“On my soul! by the God who hears me!”

“And you will take me with you; you will not cast me from you; you will uphold me ever to be your own, your wedded wife?”

“I will—I will. Not for the universe! not for my own soul! would I lose you, my own, own Theresa!”

And he clasped her to his bosom, in the fondest, closest embrace, and kissed her beautiful lips eagerly, passionately. And she, half fainting in his arms, could only murmur, in the revulsion of her feelings, “Oh, happy! happy! too, too happy!”

Then he released her from his arms, and bade her go to bed, for it was waxing late, and she would need a good night’s rest to strengthen her for the toils of to-morrow’s journey.

And she smiled on him, and prayed him not to tarry long ere he joined her; and retired, still agitated and nervous from the long continuance of the dreadful mental conflict to which he had subjected her.

But he, when she had left the room, turned almost instantly as pale as ashes—brow, cheeks, nay, his very lips were white and cold. The actor was exhausted by his own exertions. The man shrunk from the task which was before him.

“The worse for her!” he muttered, through his hard-set teeth, “the worse for her! the obstinate, vain, willful fool! I would, by heaven! I would have saved her!”
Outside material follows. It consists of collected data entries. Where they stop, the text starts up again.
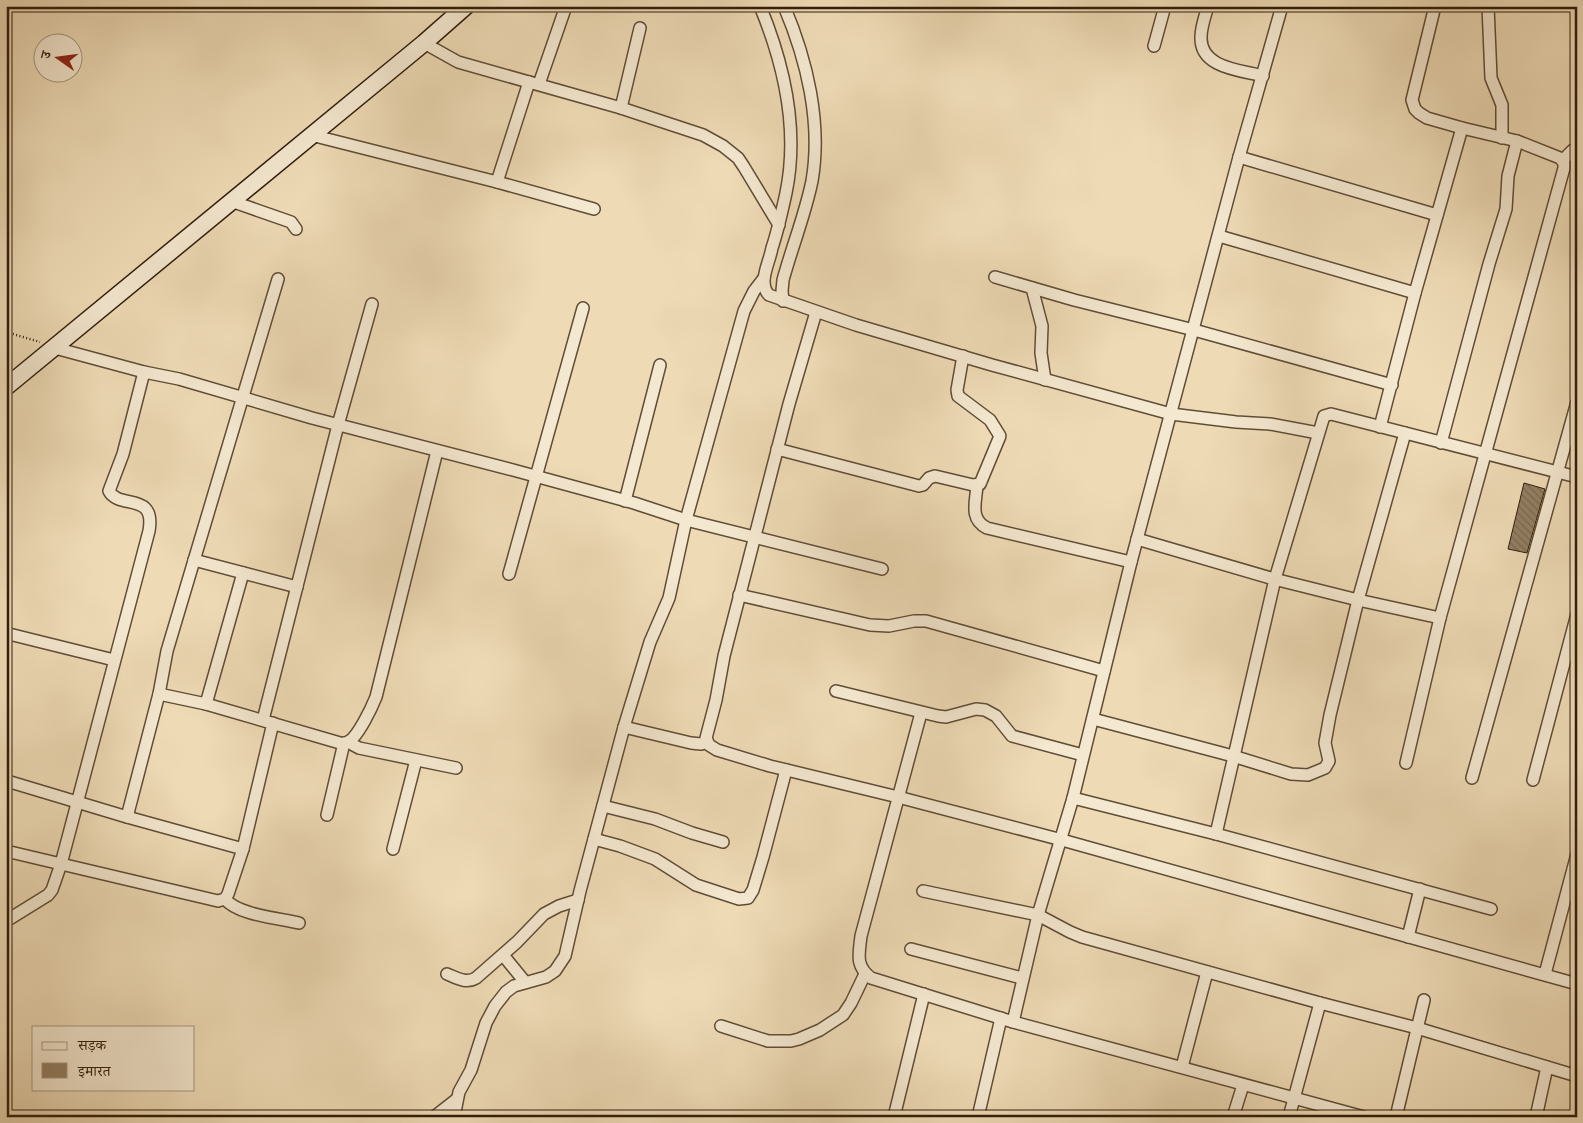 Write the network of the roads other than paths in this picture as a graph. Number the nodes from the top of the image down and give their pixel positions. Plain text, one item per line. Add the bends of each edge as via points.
1 (466, 6) edge
2 (566, 6) edge
3 (760, 6) edge
4 (784, 6) edge
5 (1165, 6) edge
6 (1208, 6) edge
7 (1282, 6) edge
8 (1434, 6) edge
9 (1488, 6) edge
10 (640, 28) dead end
11 (424, 44) junction
12 (1154, 46) dead end
13 (1263, 76) junction
14 (534, 83) junction
15 (621, 108) junction
16 (1462, 128) junction
17 (311, 136) junction
18 (1502, 138) junction
19 (1517, 141) junction
20 (1577, 149) edge
21 (1239, 157) junction
22 (1563, 160) junction
23 (497, 182) junction
24 (231, 201) junction
25 (594, 209) dead end
26 (1437, 215) junction
27 (779, 224) junction
28 (296, 229) dead end
29 (1219, 236) junction
30 (995, 277) dead end
31 (764, 278) junction
32 (278, 279) dead end
33 (1032, 288) junction
34 (1414, 294) junction
35 (784, 301) junction
36 (372, 304) dead end
37 (584, 308) dead end
38 (816, 312) junction
39 (1194, 330) junction
40 (55, 348) junction
41 (963, 356) junction
42 (660, 365) dead end
43 (144, 372) junction
44 (1045, 380) junction
45 (1392, 385) junction
46 (6, 388) edge
47 (241, 398) junction
48 (1577, 402) edge
49 (1171, 414) junction
50 (338, 425) junction
51 (1380, 427) junction
52 (1318, 433) junction
53 (1405, 433) junction
54 (1441, 443) junction
55 (778, 449) junction
56 (437, 452) junction
57 (1486, 453) junction
58 (1557, 472) junction
59 (536, 476) junction
60 (1577, 477) edge
61 (977, 486) junction
62 (625, 501) junction
63 (686, 520) junction
64 (754, 536) junction
65 (1137, 538) junction
66 (194, 560) junction
67 (1131, 562) junction
68 (882, 569) dead end
69 (243, 573) junction
70 (509, 574) dead end
71 (1275, 579) junction
72 (297, 587) junction
73 (739, 595) junction
74 (1358, 600) junction
75 (1577, 614) edge
76 (1440, 618) junction
77 (9, 634) dead end
78 (114, 660) junction
79 (1104, 671) junction
80 (836, 691) dead end
81 (159, 694) junction
82 (206, 704) junction
83 (921, 713) junction
84 (1093, 719) junction
85 (268, 722) junction
86 (624, 727) junction
87 (707, 742) junction
88 (346, 743) junction
89 (1083, 755) junction
90 (1234, 756) junction
91 (416, 760) junction
92 (1406, 763) dead end
93 (456, 768) dead end
94 (786, 770) junction
95 (1472, 778) dead end
96 (1533, 780) dead end
97 (8, 781) dead end
98 (898, 797) junction
99 (1073, 798) junction
100 (77, 801) junction
101 (603, 806) junction
102 (327, 815) dead end
103 (127, 817) junction
104 (1216, 834) junction
105 (594, 839) junction
106 (1062, 840) junction
107 (723, 842) dead end
108 (243, 849) junction
109 (393, 849) dead end
110 (6, 851) edge
111 (1577, 854) edge
112 (61, 864) junction
113 (1420, 889) junction
114 (923, 891) dead end
115 (224, 899) junction
116 (578, 900) junction
117 (1491, 909) dead end
118 (1038, 915) junction
119 (6, 922) edge
120 (299, 923) dead end
121 (1408, 937) junction
122 (911, 949) dead end
123 (504, 955) junction
124 (1207, 972) junction
125 (447, 974) dead end
126 (865, 974) junction
127 (1545, 974) junction
128 (1022, 978) junction
129 (524, 982) junction
130 (1577, 984) edge
131 (924, 994) junction
132 (1424, 1000) dead end
133 (1320, 1003) junction
134 (1007, 1020) junction
135 (720, 1026) dead end
136 (1417, 1028) junction
137 (1182, 1067) junction
138 (1547, 1067) junction
139 (1577, 1076) edge
140 (1243, 1085) junction
141 (1294, 1098) junction
142 (457, 1099) junction
143 (1361, 1116) edge
144 (434, 1117) edge
145 (454, 1117) edge
146 (894, 1117) edge
147 (978, 1117) edge
148 (1233, 1117) edge
149 (1289, 1117) edge
150 (1396, 1117) edge
151 (1536, 1117) edge

1 - 11 street
2 - 14 street
3 - 27 street via 779,61 791,139 790,167
4 - 35 street via 801,50 814,118 812,181 782,280
5 - 12 street
6 - 13 street via 1201,40 1206,55 1219,64
7 - 13 street
8 - 16 street via 1413,106 1427,118
9 - 18 street via 1491,78 1502,106
10 - 15 street
11 - 14 street via 458,62
11 - 17 street
13 - 21 street
14 - 15 street
14 - 23 street
15 - 27 street via 703,135 723,146 738,158
16 - 18 street
16 - 26 street
17 - 23 street
17 - 24 street
18 - 19 street
19 - 22 street
19 - 54 street via 1508,176 1506,209
20 - 22 street
21 - 26 street
21 - 29 street
22 - 57 street via 1562,178
23 - 25 street
24 - 28 street via 291,222
24 - 40 street
26 - 34 street
27 - 31 street
29 - 34 street
29 - 39 street
30 - 33 street
31 - 35 street via 768,295
31 - 63 street via 744,311
32 - 47 street
33 - 39 street
33 - 44 street via 1042,326
34 - 45 street
35 - 38 street
36 - 50 street
37 - 59 street
38 - 41 street
38 - 55 street
39 - 45 street
39 - 49 street
40 - 43 street
40 - 46 street
41 - 44 street
41 - 61 street via 958,396 990,420 1000,436
42 - 62 street
43 - 47 street
43 - 78 street via 109,491 114,497 140,505 150,518
44 - 49 street
45 - 51 street
47 - 50 street
47 - 66 street
48 - 58 street
49 - 52 street via 1270,424
49 - 65 street
50 - 56 street
50 - 72 street
51 - 52 street via 1327,414
51 - 53 street
52 - 71 street
53 - 54 street
53 - 74 street
54 - 57 street
55 - 61 street via 919,486 935,476
55 - 64 street
56 - 59 street
56 - 88 street via 376,697 353,738
57 - 58 street
57 - 76 street
58 - 60 street
58 - 95 street
59 - 62 street
59 - 70 street
61 - 67 street via 975,514 980,525
62 - 63 street
63 - 64 street
63 - 86 street via 669,598 650,642
64 - 68 street
64 - 73 street
65 - 67 street
65 - 71 street
66 - 69 street
66 - 81 street via 167,651
67 - 79 street
69 - 72 street
69 - 82 street
71 - 74 street
71 - 90 street
72 - 85 street
73 - 79 street via 870,625 926,621
73 - 87 street via 707,730
74 - 76 street
74 - 90 street via 1327,730 1325,747 1329,761 1325,768 1308,775 1291,774
75 - 96 street
76 - 92 street
77 - 78 street
78 - 100 street
79 - 84 street
80 - 83 street
81 - 82 street
81 - 103 street
82 - 85 street
83 - 89 street via 946,717 976,709 985,710 996,716 1012,736
83 - 98 street
84 - 89 street
84 - 90 street
85 - 88 street
85 - 108 street
86 - 87 street via 691,743
86 - 101 street
87 - 94 street via 717,750
88 - 91 street
88 - 102 street
89 - 99 street
90 - 104 street
91 - 93 street
91 - 109 street
94 - 98 street
94 - 105 street via 765,851 748,898 739,899 696,884 655,859
97 - 100 street
98 - 106 street
98 - 126 street via 862,936 859,954
99 - 104 street
99 - 106 street
100 - 103 street
100 - 112 street
101 - 105 street
101 - 107 street
103 - 108 street
104 - 113 street
105 - 116 street
106 - 118 street
106 - 121 street
108 - 115 street
110 - 112 street
111 - 127 street
112 - 115 street via 218,901
112 - 119 street via 48,895
113 - 117 street
113 - 121 street
114 - 118 street
115 - 120 street via 241,910
116 - 123 street via 544,914
116 - 129 street via 562,963 546,977
118 - 124 street via 1082,937
118 - 128 street
121 - 127 street
122 - 128 street
123 - 125 street via 470,981
123 - 129 street
124 - 133 street
124 - 137 street
126 - 131 street
126 - 135 street via 843,1015 799,1039 768,1041
127 - 130 street
128 - 134 street
129 - 142 street via 506,992 491,1012
131 - 134 street
131 - 146 street
132 - 136 street
133 - 136 street
133 - 141 street
134 - 137 street
134 - 147 street
136 - 138 street
136 - 150 street
137 - 140 street
138 - 139 street
138 - 151 street
140 - 141 street
140 - 148 street
141 - 143 street
141 - 149 street
142 - 144 street
142 - 145 street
Then he clasped his burning brow with the fingers of his left hand, as if to compress its fierce, rapid beating, and strode to and fro, through the narrow room, working the muscles of his clinched right hand, as if he grasped the hilt of sword or dagger.

“There is no other way,” he said at length; “there is no other way, and I must do it—must do it with my own hand. But—can I—can I—?—” he paused a moment, and resumed his troubled walk. Then halted, and muttered in a deep voice, “By hell! there is naught that a man cannot do; and I—am I not a man, and a right resolute, and stout one? It shall be so—it is her fate! her fate! Did not her father speak of it that night, as I lay weak and wounded on the bed? did I not dream it thrice thereafter, in that same bed? though then I understood it not. It shall be there—even there—where I saw it happen; so shall it pass for accident. It is fate!—who can strive against their fate?”